-15-Bezsilność -

263 14 2
                                    

Mówią, że człowiek nigdy nie powinien dopuścić do stanu własnej bezsilności..
Gówno prawda! Byłem tego namacalnym dowodem.

Jadąc z Luka w stronę lotniska, całym sobą wypatrywałem samochodu, który miał wieść Sofii. Każdy zakręt, powodował przyspieszone bicie serca, że za chwilę miniemy się z nimi.. Z tego wszystkiego zapomniałem wziąść z szafki telefonu.

Im bliżej lotniska, tym bardziej byłem przygnębiony. Nie minęliśmy po drodze, TEGO samochodu.

Kiedy podjechaliśmy na parking, wejście na lotnisko było obstawione przez policję. Zerknęliśmy na siebie z Luka i stwierdziliśmy, że lepiej się tam nie pokazywać. Nie chcieliśmy niewygodnych pytań.

Luka wycofał auto i pojechaliśmy z powrotem. Byłem załamany. Nie wiedziałem gdzie jest Sofii, ani dlaczego Maks się nie odezwał.
Na domiar złego zaczęło padać.

Mój kolega, podobnie jak ja nie był skóry do rozmowy. Chyba też nie mógł pojąć co poszło nie tak. Wszystkie akcje, jakie przeprowadzali chłopaki były niezawodne. Nie pozwolili sobie nigdy na żaden błąd. Wiedząc, że może kosztować ich to własne życie.

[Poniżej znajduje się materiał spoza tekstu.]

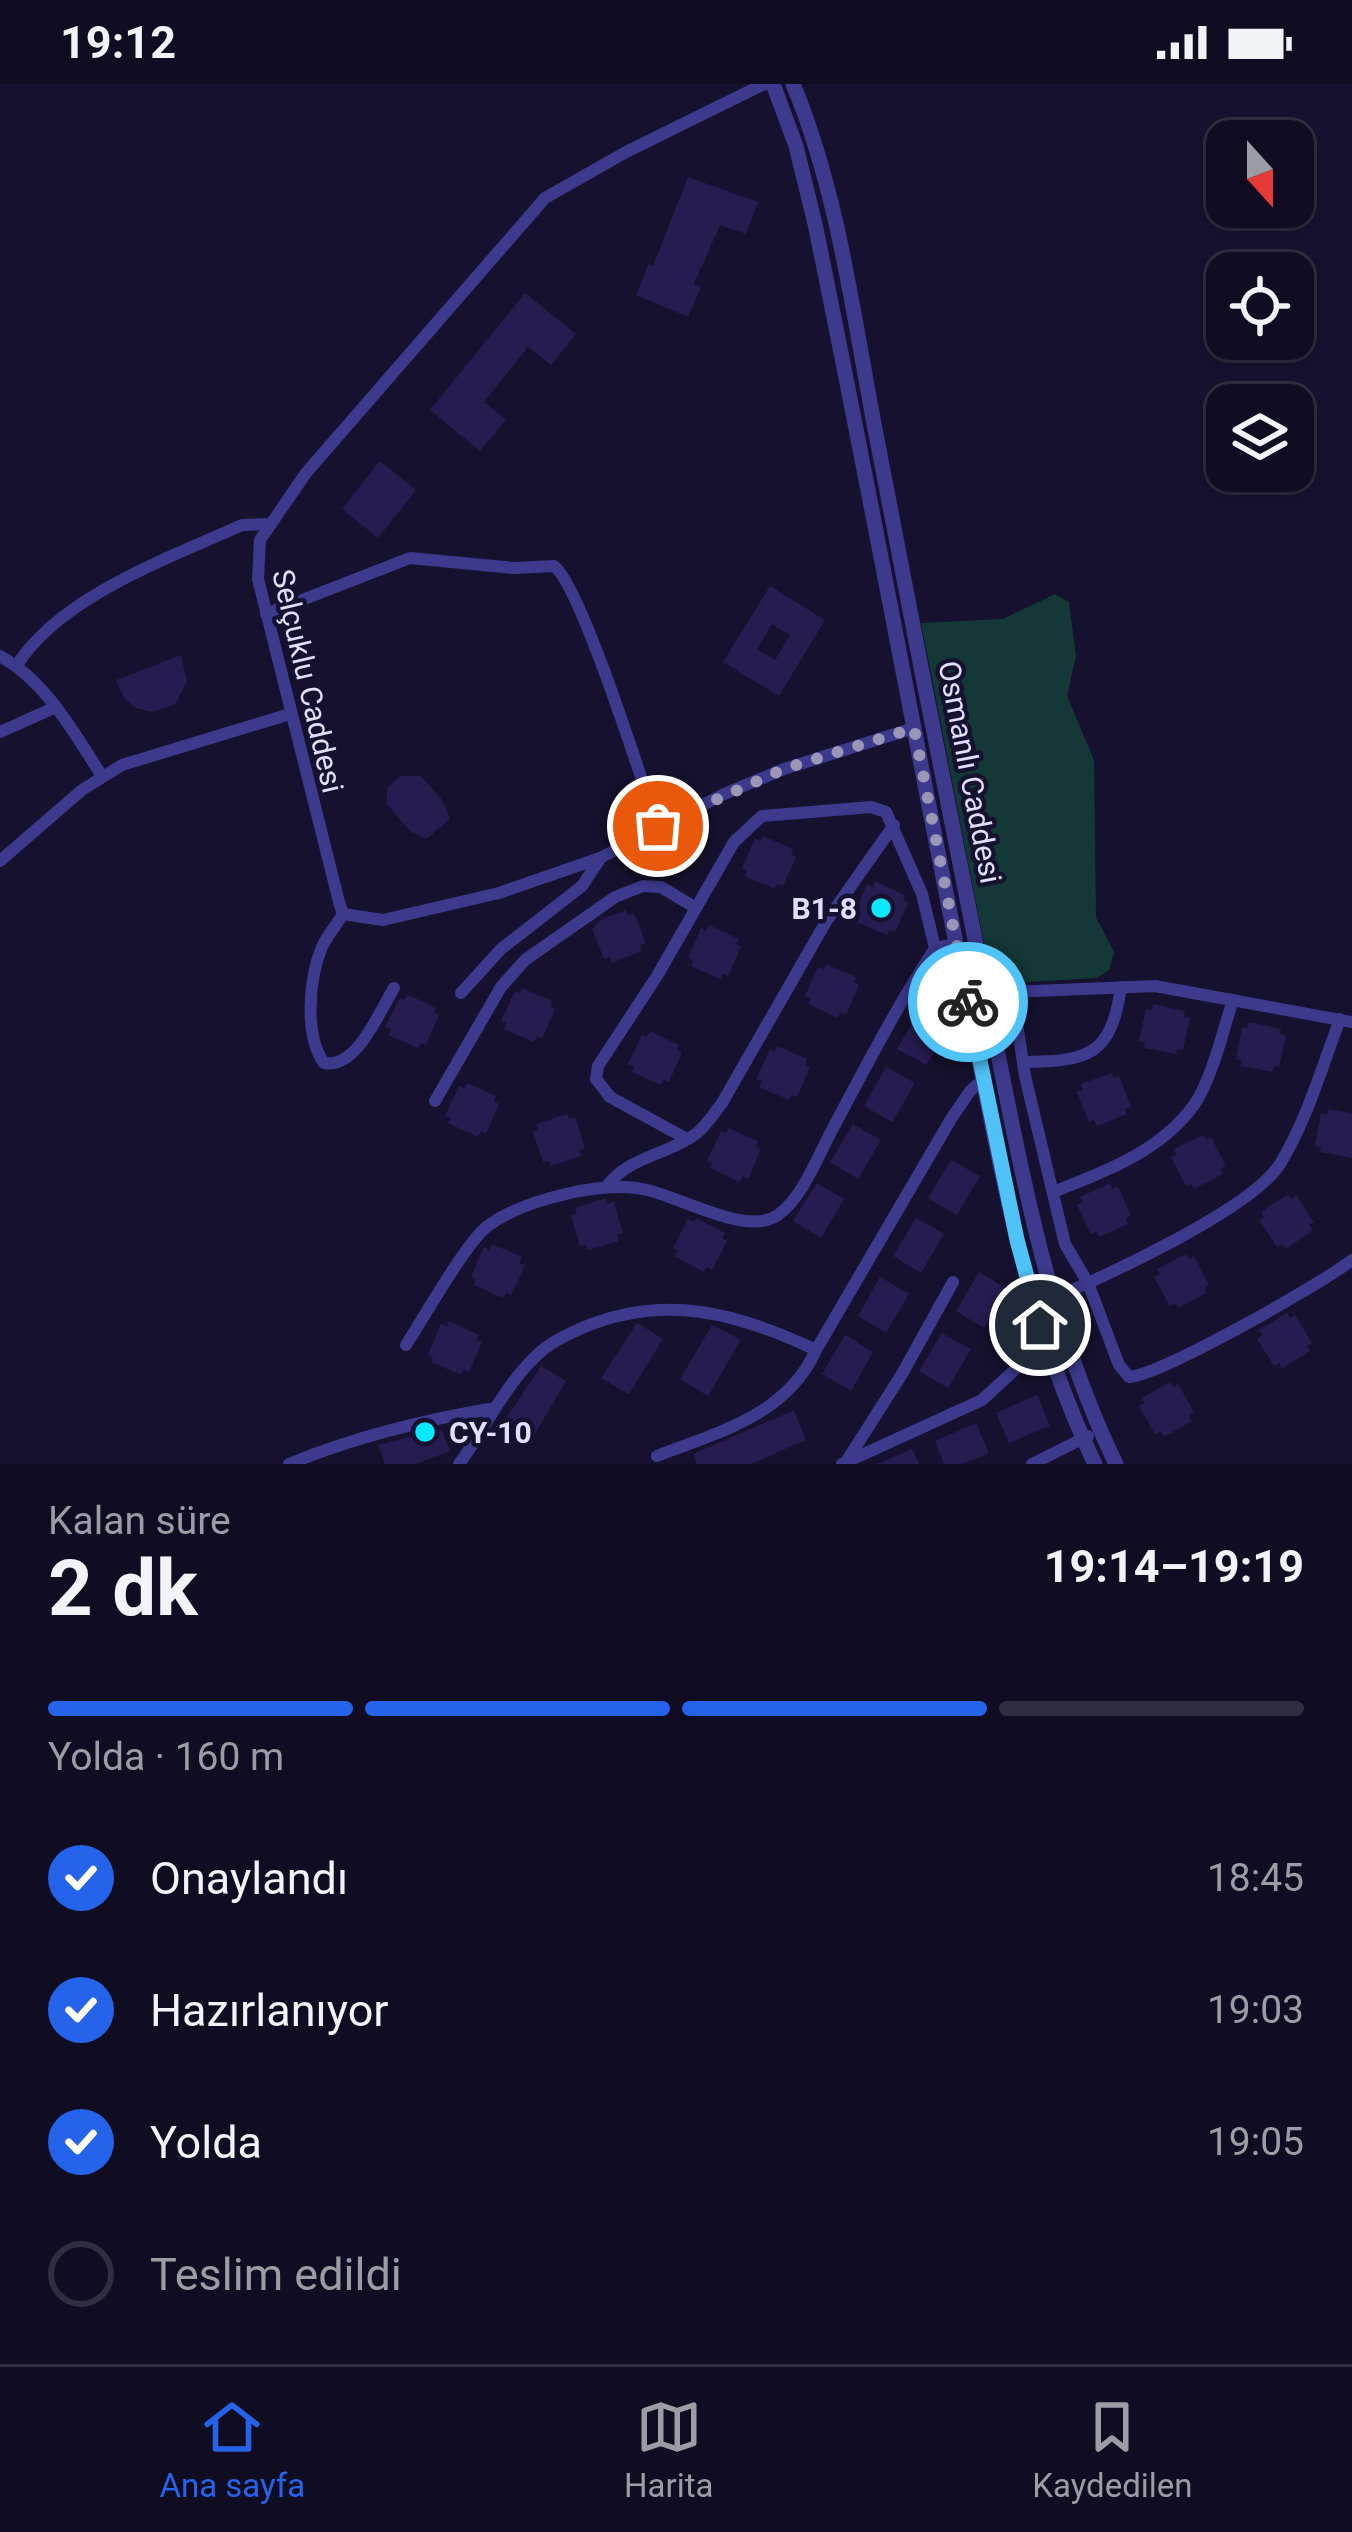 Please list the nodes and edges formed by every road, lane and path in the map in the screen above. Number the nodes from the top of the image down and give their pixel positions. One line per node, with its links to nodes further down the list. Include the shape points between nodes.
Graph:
1 (769, 84): 3 (street, Selçuklu Caddesi, via 545,198); 10 (street, Osmanlı Caddesi, via 805,179)
2 (793, 84): 9 (street, Osmanlı Caddesi, via 824,174)
3 (269, 524): 4 (street, Selçuklu Caddesi, via 256,560); 6 (street, via 242,525 80,603)
4 (266, 614): 8 (street, Selçuklu Caddesi); 14 (street, via 410,558 554,566 564,573)
5 (0, 656): 6 (street)
6 (17, 665): 7 (street)
7 (56, 707): 11 (street); 12 (street)
8 (290, 714): 12 (street); 18 (street, Selçuklu Caddesi)
9 (933, 722): 10 (street); 19 (street, Osmanlı Caddesi)
10 (914, 728): 14 (street, via 784,769); 20 (street, Osmanlı Caddesi)
11 (0, 732)
12 (102, 776): 16 (street)
13 (894, 824): 17 (street, via 871,807 762,816 734,842); 21 (street); 32 (street, via 827,920 722,1103)
14 (658, 826): 15 (street)
15 (600, 858): 18 (street, via 407,916); 25 (street, via 582,886 501,949)
16 (0, 862)
17 (696, 908): 31 (street, via 643,886 525,959); 32 (street, via 596,1079 610,1097)
18 (343, 914): 23 (street, via 321,950 313,996 312,1030 324,1063 351,1056)
19 (975, 940): 20 (street); 26 (street, Osmanlı Caddesi)
20 (956, 944): 21 (street); 30 (street, Osmanlı Caddesi)
21 (935, 948): 33 (street, via 779,1215 760,1222)
22 (1121, 987): 24 (street); 27 (street); 29 (street, via 1116,1023 1089,1053)
23 (394, 988)
24 (1012, 990): 26 (street); 29 (street)
25 (461, 993)
26 (986, 993): 38 (street, Osmanlı Caddesi)
27 (1233, 1000): 28 (street); 34 (street, via 1195,1104 1157,1141)
28 (1346, 1021): 37 (street, via 1278,1168 1241,1200)
29 (1023, 1062): 34 (street)
30 (984, 1079): 39 (street, Osmanlı Caddesi); 41 (street, via 951,1119)
31 (434, 1101)
32 (687, 1139): 33 (street, via 620,1169)
33 (606, 1187): 40 (street, via 542,1201 487,1226)
34 (1053, 1192): 37 (street, via 1065,1244)
35 (1352, 1259): 37 (street, via 1138,1377 1118,1365)
36 (953, 1282): 46 (street)
37 (1088, 1283): 38 (street)
38 (1052, 1300): 43 (street, Osmanlı Caddesi)
39 (1045, 1342): 44 (street, Osmanlı Caddesi); 46 (street, via 982,1400)
40 (406, 1345)
41 (816, 1350): 42 (street, via 686,1308 620,1312 547,1345); 45 (street, via 797,1385 758,1416)
42 (495, 1408): 47 (street, via 354,1438); 48 (street)
43 (1100, 1430): 44 (street); 51 (street, Osmanlı Caddesi)
44 (1083, 1438): 49 (street); 50 (street, Osmanlı Caddesi)
45 (657, 1456)
46 (844, 1463)
47 (290, 1464)
48 (459, 1464)
49 (1032, 1464)
50 (1095, 1464)
51 (1116, 1464) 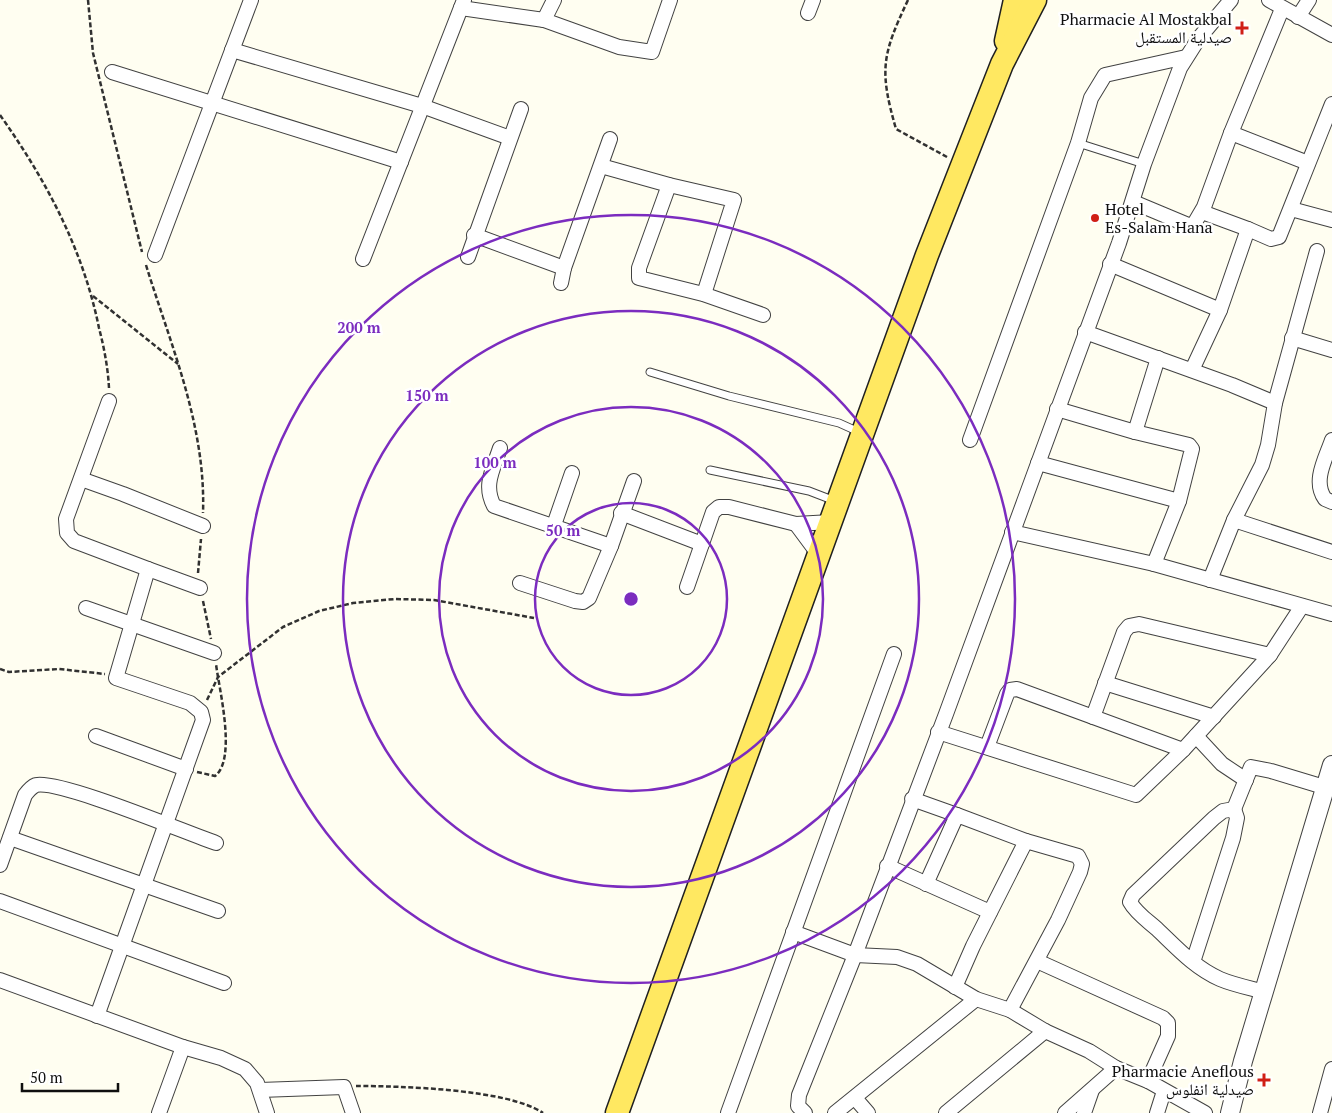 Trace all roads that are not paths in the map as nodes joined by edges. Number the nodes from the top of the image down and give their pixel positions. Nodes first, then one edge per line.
1 (251, 0) edge
2 (554, 0) edge
3 (670, 0) edge
4 (1015, 0) edge
5 (1035, 0) edge
6 (1231, 0) edge
7 (1269, 0) edge
8 (1309, 0) edge
9 (462, 4) edge
10 (1282, 9) junction
11 (1298, 17) junction
12 (544, 20) junction
13 (1332, 35) edge
14 (232, 50) junction
15 (1186, 57) junction
16 (1002, 64) junction
17 (112, 72) dead end
18 (212, 103) junction
19 (1332, 104) edge
20 (422, 106) junction
21 (521, 110) dead end
22 (1231, 134) junction
23 (510, 138) junction
24 (610, 139) dead end
25 (1078, 142) junction
26 (401, 162) junction
27 (1308, 163) junction
28 (1144, 164) junction
29 (600, 166) junction
30 (668, 185) junction
31 (1133, 202) junction
32 (1291, 209) junction
33 (1202, 212) junction
34 (1332, 220) edge
35 (1248, 229) junction
36 (474, 235) junction
37 (1317, 251) dead end
38 (154, 255) dead end
39 (468, 257) dead end
40 (363, 259) dead end
41 (1110, 264) junction
42 (564, 268) junction
43 (561, 283) dead end
44 (704, 294) junction
45 (1220, 310) junction
46 (763, 315) dead end
47 (1085, 332) junction
48 (1292, 338) junction
49 (1332, 350) edge
50 (1158, 358) junction
51 (1192, 370) junction
52 (650, 372) dead end
53 (109, 401) road end
54 (1275, 403) junction
55 (1057, 409) junction
56 (1135, 432) junction
57 (864, 434) junction
58 (970, 440) dead end
59 (1332, 440) edge
60 (500, 448) dead end
61 (1038, 463) junction
62 (710, 470) dead end
63 (572, 473) dead end
64 (81, 479) junction
65 (634, 481) dead end
66 (1179, 501) junction
67 (1332, 502) edge
68 (834, 512) junction
69 (621, 513) junction
70 (1234, 520) junction
71 (796, 524) junction
72 (554, 525) junction
73 (203, 526) dead end
74 (1012, 532) junction
75 (702, 544) junction
76 (611, 546) junction
77 (1332, 552) edge
78 (819, 555) junction
79 (1154, 564) junction
80 (148, 569) junction
81 (1210, 580) junction
82 (520, 583) dead end
83 (687, 587) dead end
84 (200, 588) dead end
85 (1302, 606) junction
86 (86, 608) dead end
87 (1332, 614) edge
88 (131, 625) junction
89 (214, 653) dead end
90 (894, 654) dead end
91 (1270, 655) junction
92 (1105, 683) junction
93 (1093, 717) junction
94 (1214, 717) junction
95 (938, 732) junction
96 (96, 736) dead end
97 (1196, 736) junction
98 (987, 747) junction
99 (1183, 750) junction
100 (1332, 765) edge
101 (186, 769) junction
102 (1246, 780) junction
103 (1324, 787) junction
104 (912, 799) junction
105 (1234, 809) junction
106 (957, 815) junction
107 (166, 825) junction
108 (10, 838) junction
109 (1026, 841) junction
110 (216, 843) dead end
111 (0, 865) edge
112 (887, 866) junction
113 (926, 884) junction
114 (145, 885) junction
115 (0, 901) edge
116 (218, 911) dead end
117 (990, 912) junction
118 (793, 932) junction
119 (122, 945) junction
120 (855, 955) junction
121 (1037, 961) junction
122 (1193, 962) junction
123 (0, 980) edge
124 (224, 983) dead end
125 (955, 987) junction
126 (1264, 992) junction
127 (976, 999) junction
128 (1010, 1010) junction
129 (97, 1016) junction
130 (1045, 1031) junction
131 (183, 1047) junction
132 (1116, 1068) junction
133 (1332, 1069) edge
134 (1148, 1081) junction
135 (260, 1090) junction
136 (1092, 1090) junction
137 (1164, 1091) junction
138 (855, 1098) junction
139 (160, 1113) edge
140 (267, 1113) edge
141 (353, 1113) edge
142 (617, 1113) edge
143 (728, 1113) edge
144 (805, 1113) edge
145 (835, 1113) edge
146 (868, 1113) edge
147 (946, 1113) edge
148 (1065, 1113) edge
149 (1084, 1113) edge
150 (1157, 1113) edge
151 (1206, 1113) edge
152 (1230, 1113) edge
153 (1320, 1113) edge

1 - 14 street
2 - 12 street
3 - 12 street
4 - 16 main road
5 - 16 main road
6 - 15 street
7 - 10 street
8 - 11 street
9 - 12 street
9 - 20 street
10 - 11 street
10 - 22 street
11 - 13 street
14 - 18 street
14 - 20 street
15 - 25 street
15 - 28 street
16 - 57 main road
17 - 18 street
18 - 26 street
18 - 38 street
19 - 27 street
20 - 23 street
20 - 26 street
21 - 23 street
22 - 27 street
22 - 33 street
23 - 36 street
24 - 29 street
25 - 28 lane
25 - 58 street
26 - 40 street
27 - 32 street
28 - 31 street
29 - 30 street
29 - 42 street
30 - 44 street
30 - 44 street
31 - 33 street
31 - 41 street
32 - 34 street
32 - 35 street
33 - 35 street
35 - 45 street
36 - 39 street
36 - 42 street
37 - 48 street
41 - 45 street
41 - 47 street
42 - 43 street
44 - 46 street
45 - 51 street
47 - 50 street
47 - 55 street
48 - 49 street
48 - 54 street
50 - 51 street
50 - 56 street
51 - 54 street
52 - 57 lane
53 - 64 street
54 - 70 street
55 - 56 street
55 - 61 street
56 - 66 street
57 - 68 main road
59 - 67 street
60 - 72 street
61 - 66 street
61 - 74 street
62 - 68 lane
63 - 72 street
64 - 73 street
64 - 80 street
65 - 69 street
66 - 79 street
68 - 71 street
68 - 78 main road
69 - 75 street
69 - 76 street
70 - 77 street
70 - 81 street
71 - 75 street
71 - 78 street
72 - 76 street
74 - 79 street
74 - 95 street
75 - 83 street
76 - 82 street
78 - 142 main road
79 - 81 street
80 - 84 street
80 - 88 street
81 - 85 street
85 - 87 street
85 - 91 street
86 - 88 street
88 - 89 street
88 - 101 street
90 - 118 street
91 - 92 street
91 - 94 street
92 - 93 street
92 - 94 street
93 - 98 street
93 - 99 street
94 - 97 street
95 - 98 street
95 - 104 street
96 - 101 street
97 - 99 street
97 - 102 street
98 - 99 street
100 - 103 street
101 - 107 street
102 - 103 street
102 - 105 street
103 - 126 street
104 - 106 street
104 - 112 street
105 - 122 street
105 - 122 street
106 - 109 street
106 - 113 street
107 - 108 street
107 - 110 street
107 - 114 street
108 - 111 street
108 - 114 street
109 - 117 street
109 - 121 street
112 - 113 street
112 - 120 street
113 - 117 street
114 - 116 street
114 - 119 street
115 - 119 street
117 - 125 street
118 - 120 street
118 - 143 street
119 - 124 street
119 - 129 street
120 - 125 street
120 - 144 street
121 - 128 street
121 - 134 street
122 - 126 street
123 - 129 street
125 - 127 street
126 - 152 street
127 - 128 street
127 - 138 street
128 - 130 street
129 - 131 street
130 - 132 street
130 - 147 street
131 - 135 street
131 - 139 street
132 - 134 street
132 - 136 street
133 - 153 street
134 - 137 street
135 - 140 street
135 - 141 street
136 - 148 street
136 - 149 street
137 - 150 street
137 - 151 street
138 - 145 street
138 - 146 street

- Zatrzymaj się - powiedziałem do Luki- muszę zapalić. Byliśmy jakieś pięć minut drogi od domku doktorka.

-Przecież rzuciłeś - Luka zerknął w moja stronę, ale kiedy zobaczył wściekłość malującą się na mojej twarzy, zjechał na pobocze.

Wyskoczyłem z auta i zapaliłem fajkę. Mocno wciągnąłem dym w płuca, jakbym chciał w ten sposób pozbyć się ciężaru, który cały czas odczuwałem. Luka siedział w samochodzie, chyba rozumiał że potrzebuję chwili samotności.

- Kurwa- zaklnąłem pod nosem, kopiąc kamień leżący na ziemi.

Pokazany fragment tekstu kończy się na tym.